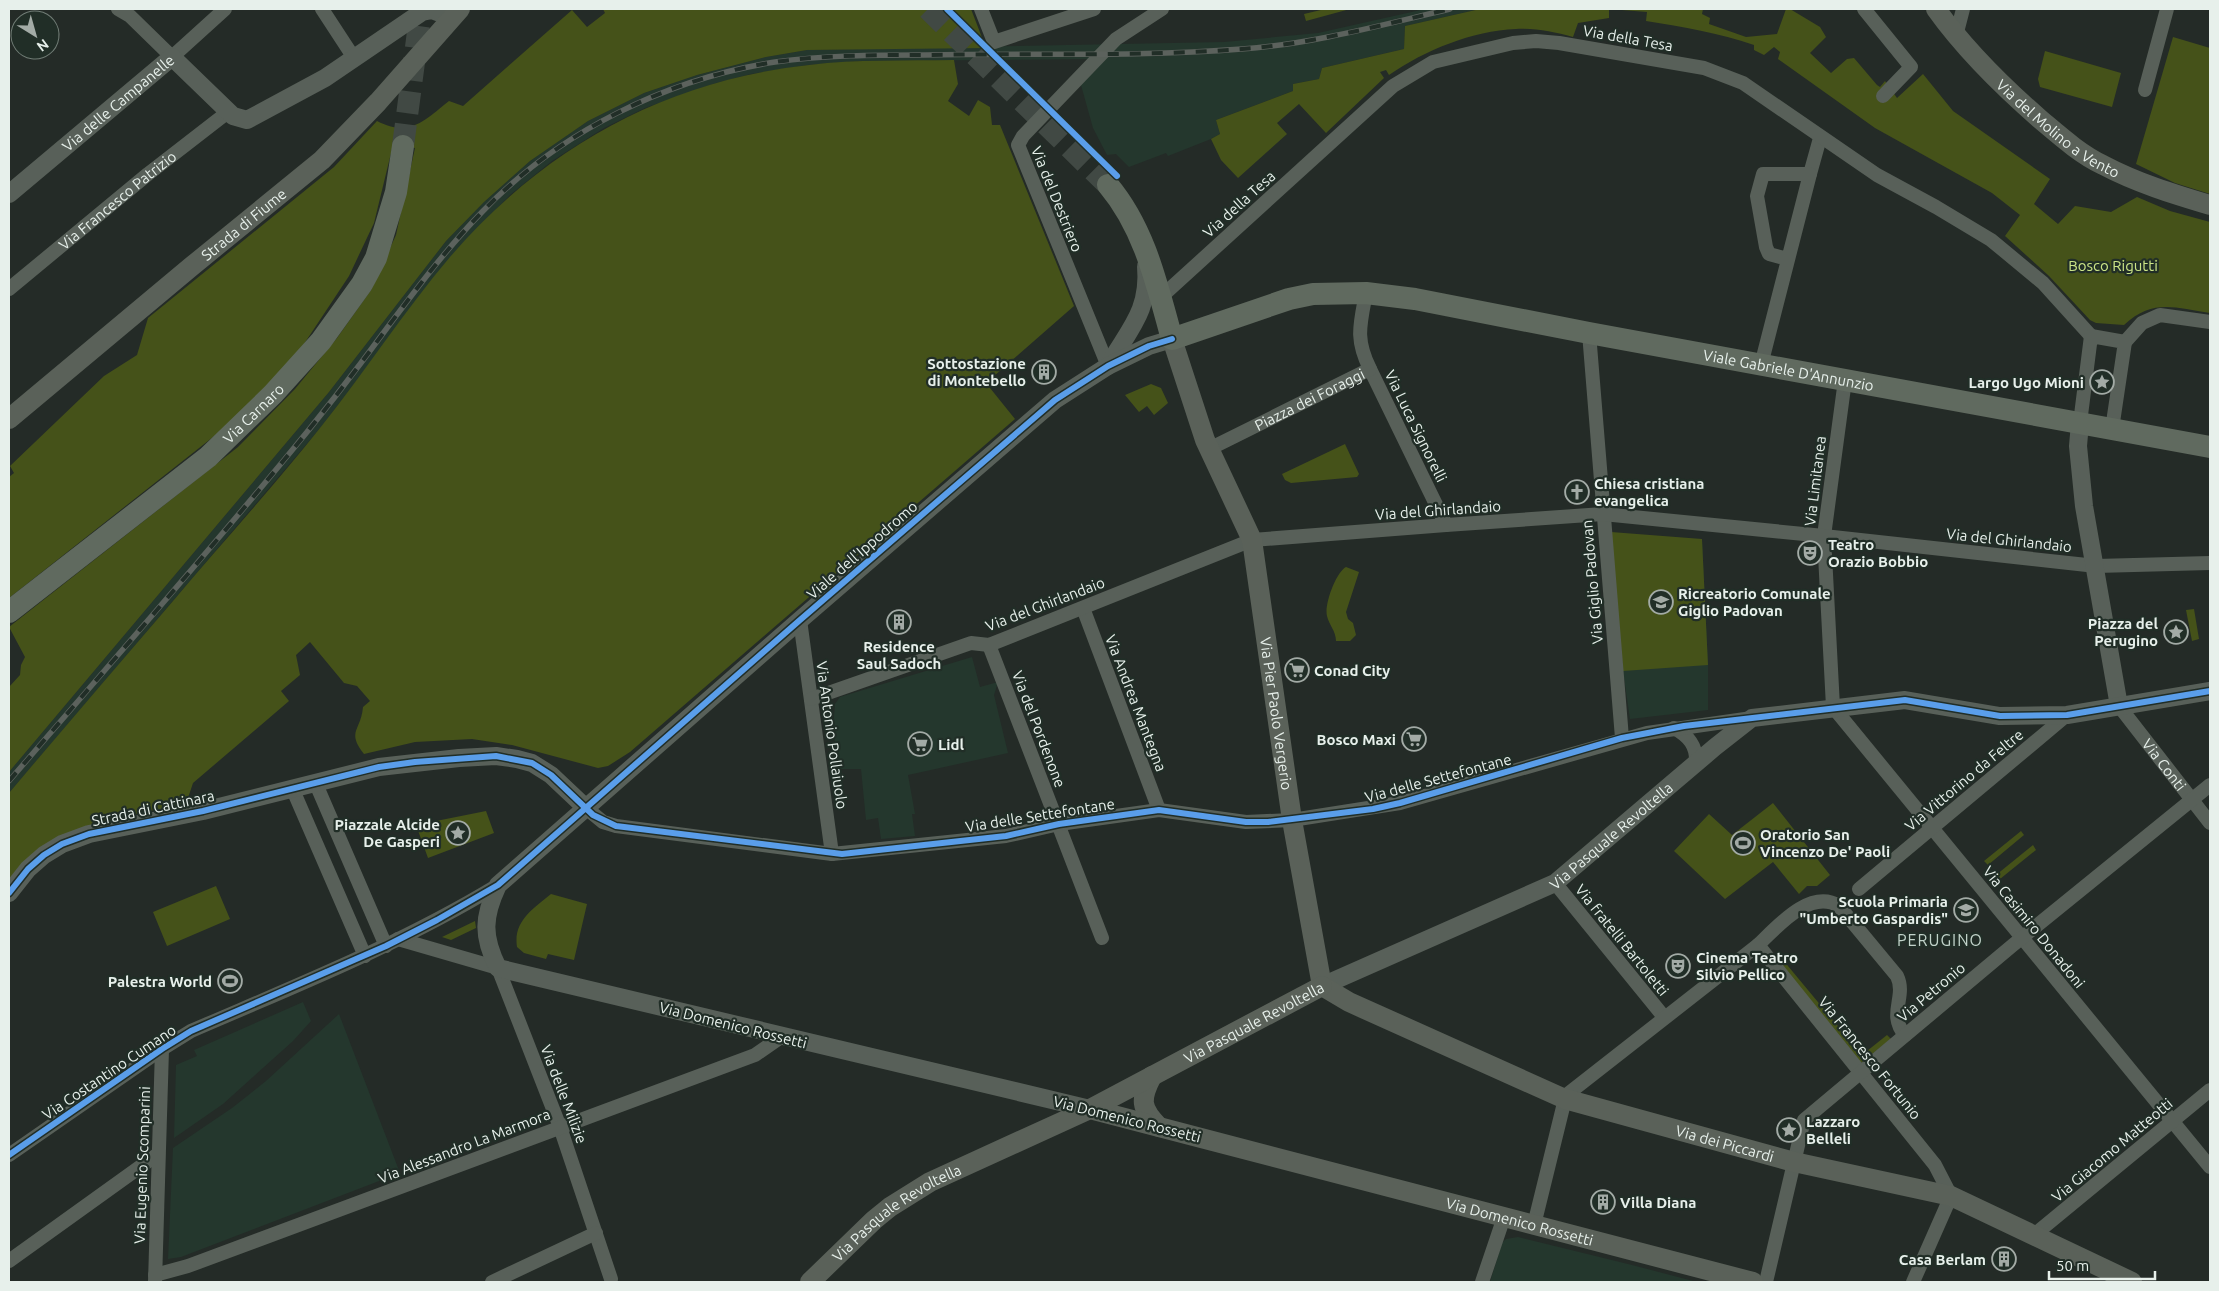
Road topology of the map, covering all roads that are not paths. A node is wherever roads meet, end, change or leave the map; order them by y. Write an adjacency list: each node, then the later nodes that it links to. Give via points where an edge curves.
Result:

---

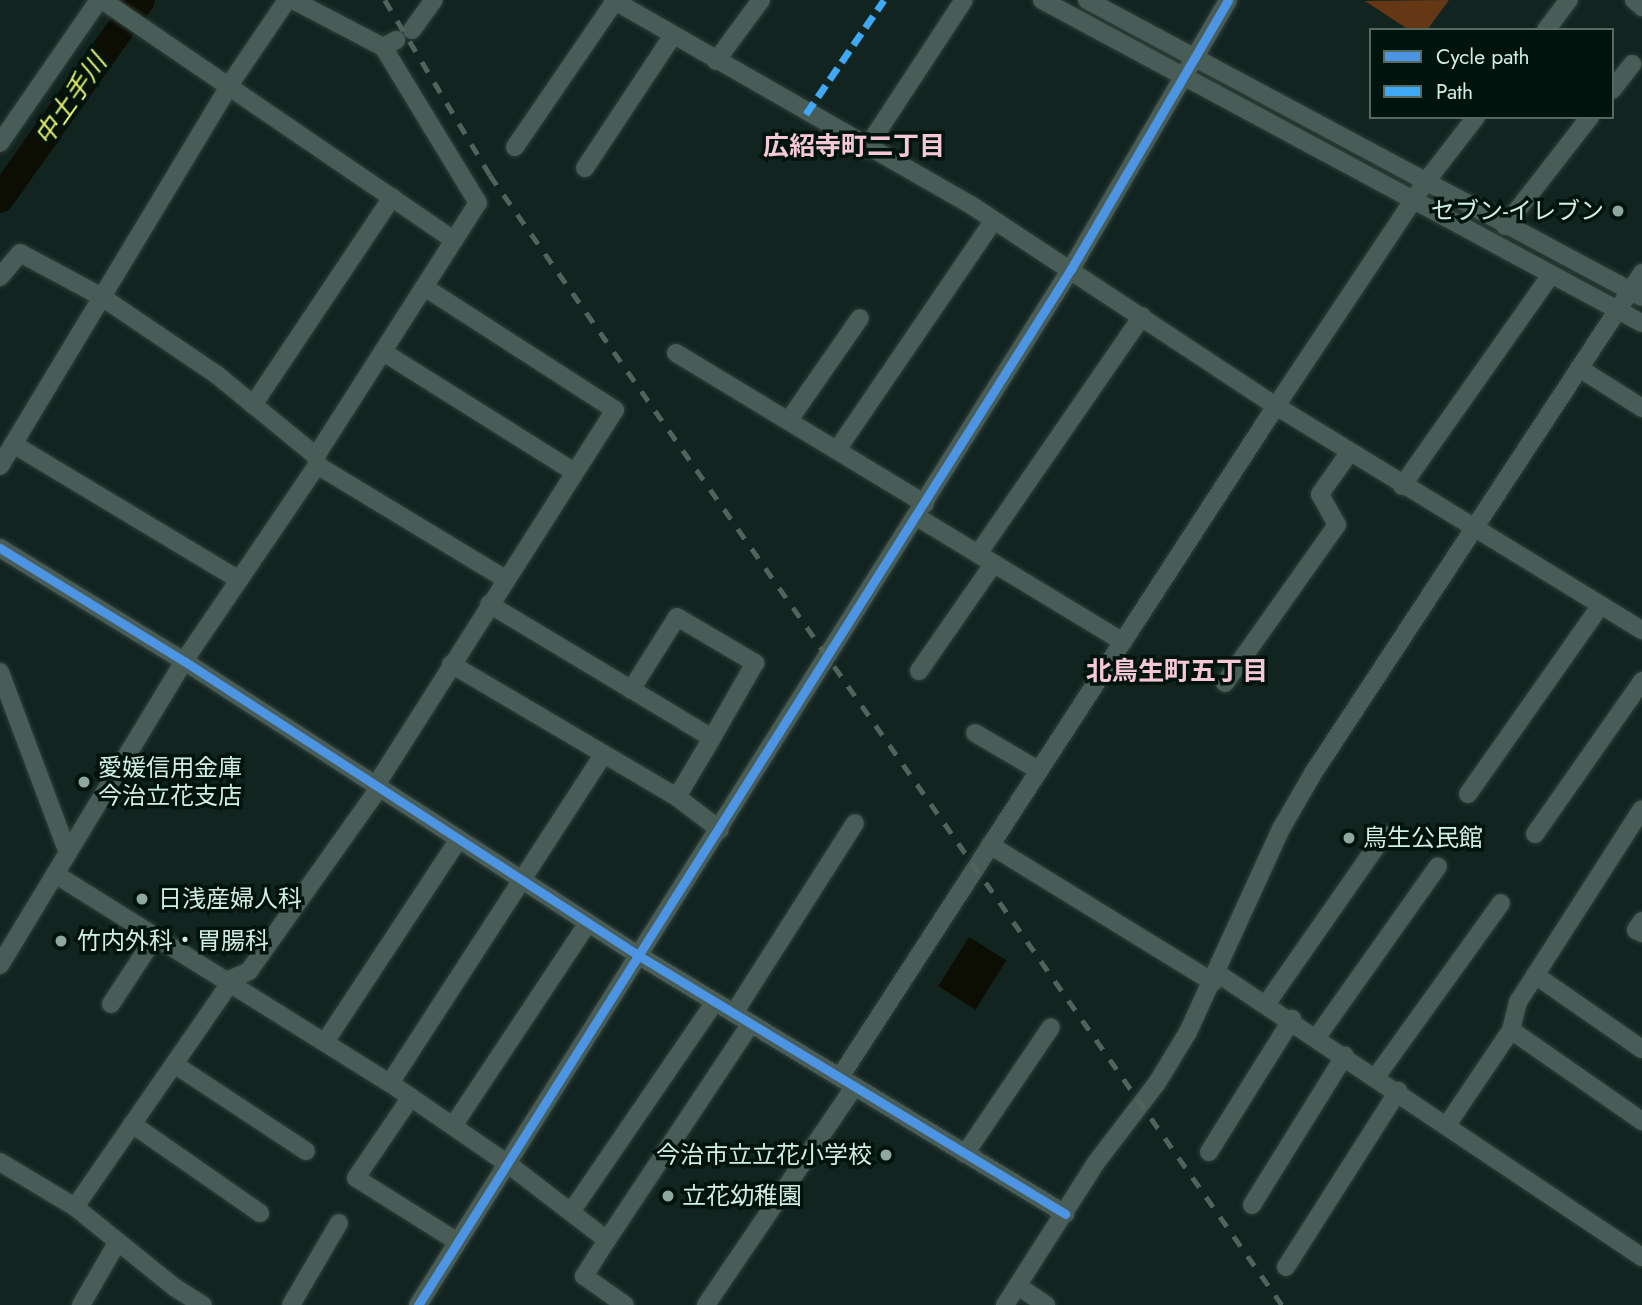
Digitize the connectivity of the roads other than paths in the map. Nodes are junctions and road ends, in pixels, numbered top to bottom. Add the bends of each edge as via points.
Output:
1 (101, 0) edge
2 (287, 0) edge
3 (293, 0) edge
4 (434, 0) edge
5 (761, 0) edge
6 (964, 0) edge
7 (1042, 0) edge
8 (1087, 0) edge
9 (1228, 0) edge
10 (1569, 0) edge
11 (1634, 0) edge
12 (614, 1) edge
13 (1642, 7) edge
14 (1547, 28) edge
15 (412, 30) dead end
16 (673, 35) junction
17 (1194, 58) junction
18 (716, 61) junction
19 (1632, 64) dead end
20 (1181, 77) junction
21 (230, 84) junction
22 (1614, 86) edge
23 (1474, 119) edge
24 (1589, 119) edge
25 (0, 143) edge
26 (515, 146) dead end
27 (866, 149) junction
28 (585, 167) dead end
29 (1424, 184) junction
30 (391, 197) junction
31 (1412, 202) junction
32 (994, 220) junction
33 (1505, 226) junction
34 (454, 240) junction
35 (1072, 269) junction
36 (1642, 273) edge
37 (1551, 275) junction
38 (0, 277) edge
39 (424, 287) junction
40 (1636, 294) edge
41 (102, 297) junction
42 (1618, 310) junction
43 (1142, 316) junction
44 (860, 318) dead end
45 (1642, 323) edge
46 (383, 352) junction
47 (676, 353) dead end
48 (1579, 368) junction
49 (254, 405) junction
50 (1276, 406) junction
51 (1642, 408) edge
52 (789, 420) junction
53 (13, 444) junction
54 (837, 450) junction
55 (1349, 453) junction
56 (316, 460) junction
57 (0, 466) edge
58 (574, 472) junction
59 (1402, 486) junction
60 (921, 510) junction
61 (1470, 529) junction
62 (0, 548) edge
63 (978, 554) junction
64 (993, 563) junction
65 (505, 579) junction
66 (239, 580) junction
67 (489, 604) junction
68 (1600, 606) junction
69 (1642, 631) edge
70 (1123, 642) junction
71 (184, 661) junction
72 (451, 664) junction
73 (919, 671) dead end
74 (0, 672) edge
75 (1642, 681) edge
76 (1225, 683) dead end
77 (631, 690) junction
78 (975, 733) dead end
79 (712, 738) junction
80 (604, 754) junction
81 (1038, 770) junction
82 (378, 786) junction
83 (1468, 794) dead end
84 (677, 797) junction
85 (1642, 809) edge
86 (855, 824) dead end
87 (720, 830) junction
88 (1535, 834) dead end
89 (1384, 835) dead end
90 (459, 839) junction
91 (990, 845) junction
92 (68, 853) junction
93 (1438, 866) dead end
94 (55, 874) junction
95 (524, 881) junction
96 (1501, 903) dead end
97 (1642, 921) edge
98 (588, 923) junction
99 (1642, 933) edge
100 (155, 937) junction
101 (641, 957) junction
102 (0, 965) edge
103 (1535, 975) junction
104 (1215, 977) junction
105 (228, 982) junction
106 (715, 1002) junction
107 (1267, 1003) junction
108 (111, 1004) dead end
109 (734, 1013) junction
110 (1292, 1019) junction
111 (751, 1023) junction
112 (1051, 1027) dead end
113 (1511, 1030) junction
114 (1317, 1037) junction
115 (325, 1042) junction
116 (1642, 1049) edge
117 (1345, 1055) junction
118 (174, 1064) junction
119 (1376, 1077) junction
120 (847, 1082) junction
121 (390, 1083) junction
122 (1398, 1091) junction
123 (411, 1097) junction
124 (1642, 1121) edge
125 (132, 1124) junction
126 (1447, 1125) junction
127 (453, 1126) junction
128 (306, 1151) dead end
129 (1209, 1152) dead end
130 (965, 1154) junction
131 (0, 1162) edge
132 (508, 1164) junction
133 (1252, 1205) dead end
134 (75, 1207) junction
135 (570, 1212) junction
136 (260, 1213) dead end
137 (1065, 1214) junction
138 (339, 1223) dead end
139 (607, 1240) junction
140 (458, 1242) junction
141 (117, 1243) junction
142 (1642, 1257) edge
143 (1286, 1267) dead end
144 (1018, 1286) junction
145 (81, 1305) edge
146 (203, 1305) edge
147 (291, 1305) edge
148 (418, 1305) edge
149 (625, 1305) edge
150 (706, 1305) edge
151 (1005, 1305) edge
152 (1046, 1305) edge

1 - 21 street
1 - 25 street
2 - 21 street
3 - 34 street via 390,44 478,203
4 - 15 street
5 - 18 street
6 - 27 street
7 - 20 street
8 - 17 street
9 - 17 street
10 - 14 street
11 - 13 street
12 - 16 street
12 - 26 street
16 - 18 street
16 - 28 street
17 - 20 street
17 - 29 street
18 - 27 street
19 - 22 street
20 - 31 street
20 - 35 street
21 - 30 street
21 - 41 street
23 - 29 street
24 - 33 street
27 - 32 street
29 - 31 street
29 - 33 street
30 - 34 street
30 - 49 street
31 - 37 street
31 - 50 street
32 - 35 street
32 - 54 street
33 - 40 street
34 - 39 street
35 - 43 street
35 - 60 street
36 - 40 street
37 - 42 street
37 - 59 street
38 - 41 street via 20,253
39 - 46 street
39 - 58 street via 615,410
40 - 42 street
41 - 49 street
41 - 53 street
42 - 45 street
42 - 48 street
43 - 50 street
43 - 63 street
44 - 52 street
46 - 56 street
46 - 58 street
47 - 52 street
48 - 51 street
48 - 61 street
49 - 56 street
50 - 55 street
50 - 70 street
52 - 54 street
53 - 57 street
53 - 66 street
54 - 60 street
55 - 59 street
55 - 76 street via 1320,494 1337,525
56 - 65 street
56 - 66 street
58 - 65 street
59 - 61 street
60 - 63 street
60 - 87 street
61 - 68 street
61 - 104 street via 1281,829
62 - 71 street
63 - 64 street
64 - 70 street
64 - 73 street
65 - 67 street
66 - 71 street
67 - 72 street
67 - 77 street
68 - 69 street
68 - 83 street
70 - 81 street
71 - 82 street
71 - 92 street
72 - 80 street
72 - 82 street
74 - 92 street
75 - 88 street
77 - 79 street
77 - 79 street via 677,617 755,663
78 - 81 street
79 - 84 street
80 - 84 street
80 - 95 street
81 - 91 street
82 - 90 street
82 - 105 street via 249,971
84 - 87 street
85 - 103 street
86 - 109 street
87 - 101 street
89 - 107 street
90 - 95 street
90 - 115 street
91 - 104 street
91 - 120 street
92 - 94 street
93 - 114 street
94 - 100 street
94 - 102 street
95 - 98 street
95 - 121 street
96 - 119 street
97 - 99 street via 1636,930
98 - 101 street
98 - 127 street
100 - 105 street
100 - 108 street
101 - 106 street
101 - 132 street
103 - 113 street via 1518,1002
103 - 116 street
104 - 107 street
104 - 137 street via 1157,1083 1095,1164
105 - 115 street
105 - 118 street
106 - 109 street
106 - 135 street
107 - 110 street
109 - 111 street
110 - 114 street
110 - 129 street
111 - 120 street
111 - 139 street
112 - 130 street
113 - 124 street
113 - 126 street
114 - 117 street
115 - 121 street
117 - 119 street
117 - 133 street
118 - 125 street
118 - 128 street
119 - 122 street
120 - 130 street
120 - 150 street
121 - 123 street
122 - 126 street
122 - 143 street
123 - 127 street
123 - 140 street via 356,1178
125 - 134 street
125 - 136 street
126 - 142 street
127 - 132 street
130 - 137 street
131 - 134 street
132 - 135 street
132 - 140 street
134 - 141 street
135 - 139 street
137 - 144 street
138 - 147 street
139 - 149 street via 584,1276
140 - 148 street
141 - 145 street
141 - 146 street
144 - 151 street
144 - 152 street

(WHAT THE TASK REQUIRES) Where a line of the records above holds the word "points", count it; give the total as a single number and nothing else.

(ANSWER TO THE EXERCISE) 2